First, turn off your lights. The Department of Natural Resources in their 2011 report says, “Do not shine lights on a sea turtle or take flash photography; turn out all exterior lights (flood and deck) visible from the beach, dusk to dawn, from May through October; and close blinds and drapes on windows to shield interior lights that can be seen from the beach or ocean.” Artificial lighting can discourage adult females from nesting, and the hatchlings emerging from nests can get distracted and not go to sea. Also, the Defense of Wildlife stated in their 2011 article, “Sea Turtle Facts and Videos,” that various “sea turtle hatchlings use light and reflections from the moon to find their way to the water at night. Artificial lighting confuses the hatchlings and causes them to head inland instead of out to sea —putting them in dangerous situations, which can lead to death.” Documentation has shown that sea turtles that have come into contact with artificial lighting have crawled for hours in circuitous paths or direct paths from the ocean. Circuitous paths (disorientation) and direct paths from the ocean and towards the artificial lighting (misorientation) decrease their chances in making it out to sea. Thousands of these hatchlings die throughout the summer from exhaustion, encounters with predators, entanglement in dune vegetation, dehydration after sunrise or from cars as they drive along coastal roadways.

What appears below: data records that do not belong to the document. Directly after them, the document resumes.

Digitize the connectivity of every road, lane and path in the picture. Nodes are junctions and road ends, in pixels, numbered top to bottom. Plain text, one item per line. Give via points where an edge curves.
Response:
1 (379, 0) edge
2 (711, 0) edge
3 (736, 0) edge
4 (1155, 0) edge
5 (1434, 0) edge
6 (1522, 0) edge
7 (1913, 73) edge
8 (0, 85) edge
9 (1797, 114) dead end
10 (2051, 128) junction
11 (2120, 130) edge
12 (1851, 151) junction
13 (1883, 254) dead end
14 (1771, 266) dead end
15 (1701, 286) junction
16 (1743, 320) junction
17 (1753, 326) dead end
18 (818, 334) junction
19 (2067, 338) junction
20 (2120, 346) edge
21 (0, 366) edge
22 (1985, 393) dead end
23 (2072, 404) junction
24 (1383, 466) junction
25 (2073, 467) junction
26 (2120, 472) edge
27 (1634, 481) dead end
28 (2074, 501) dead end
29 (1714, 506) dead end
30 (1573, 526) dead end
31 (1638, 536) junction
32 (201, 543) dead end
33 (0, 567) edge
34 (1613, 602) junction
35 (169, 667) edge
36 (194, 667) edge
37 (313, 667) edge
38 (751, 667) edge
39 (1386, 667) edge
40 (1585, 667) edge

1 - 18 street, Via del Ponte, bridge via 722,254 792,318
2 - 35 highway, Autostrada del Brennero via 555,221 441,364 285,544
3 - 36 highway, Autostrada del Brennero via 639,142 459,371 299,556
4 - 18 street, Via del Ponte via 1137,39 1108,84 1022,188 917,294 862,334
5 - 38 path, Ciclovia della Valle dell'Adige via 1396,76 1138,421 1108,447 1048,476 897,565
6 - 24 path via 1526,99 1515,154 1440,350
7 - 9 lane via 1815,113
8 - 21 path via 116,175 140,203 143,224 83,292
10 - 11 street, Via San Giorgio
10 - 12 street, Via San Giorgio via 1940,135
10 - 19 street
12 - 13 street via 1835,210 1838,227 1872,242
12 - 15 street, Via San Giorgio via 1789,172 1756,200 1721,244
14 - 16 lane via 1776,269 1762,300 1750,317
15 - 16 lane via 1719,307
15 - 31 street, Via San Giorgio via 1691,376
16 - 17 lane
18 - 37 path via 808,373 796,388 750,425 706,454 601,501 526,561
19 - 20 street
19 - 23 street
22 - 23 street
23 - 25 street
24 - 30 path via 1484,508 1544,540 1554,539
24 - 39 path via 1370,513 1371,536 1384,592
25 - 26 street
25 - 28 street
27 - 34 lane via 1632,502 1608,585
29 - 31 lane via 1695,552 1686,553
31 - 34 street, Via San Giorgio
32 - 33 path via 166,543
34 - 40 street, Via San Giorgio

So, the next time you’re on the beach, please turn off your lights because you could save a turtles life. If you run into a stranded turtle while on the beach, call the security gate, and they’ll call someone who can help with the problem.
Also, everyone at some point in his or her life has either built a sandcastle or dug a large hole in the sand. They want to leave their masterpiece on the beach for others to see or don’t bother to fill in or destroy them because they simply forget out it. But did you know holes and sandcastles could trap sea turtles? When a turtle comes in for nesting, large holes or sandcastles can trap the turtles, making them distraught. For example, there have been cases where turtles have been trapped in holes, and, when they get out of them, the turtles go back to sea and don’t nest. It is similar for the hatchlings as well. The hatchlings can get trapped in holes and become more susceptible to predators and/or exhaustion.
As a final request, clean up your trash. The Department of Natural Resources says, “[Sea] turtles can become tangled in plastic and trash both on the shore and in the water. Discarded items such as fishing lines, balloons and plastic bags may also be confused for food and eaten by sea turtles, often resulting in injury or death.” It isn’t uncommon for sea turtles to eat plastic as a misinterpretation for jellyfish. They can also become entangled in sea netting. In the 1980s, approximately 33 percent of sea turtle’s mortalities were attributed to sea netting, but with caution and self-awareness, this large percentage can be decreased.
Sea turtles are one of the most endangered species on the Red List of Threatened Species.
They are a precious gift of nature, for they not only save our food chain, but they help put smiles on our faces while watching movies like Finding Nemo or watching them hatch from their cream-colored shells for the first time.
Every time you go to the beach and you see a piece of trash, pick it or turn off your lights at night because you could save a little Squirt or Crush. They are living creatures that are an integral part of the ecosystem and biodiversity of the oceans, and, with your awareness, you can help during the summer.
You can increase their chance of survival by saving one turtle at a time.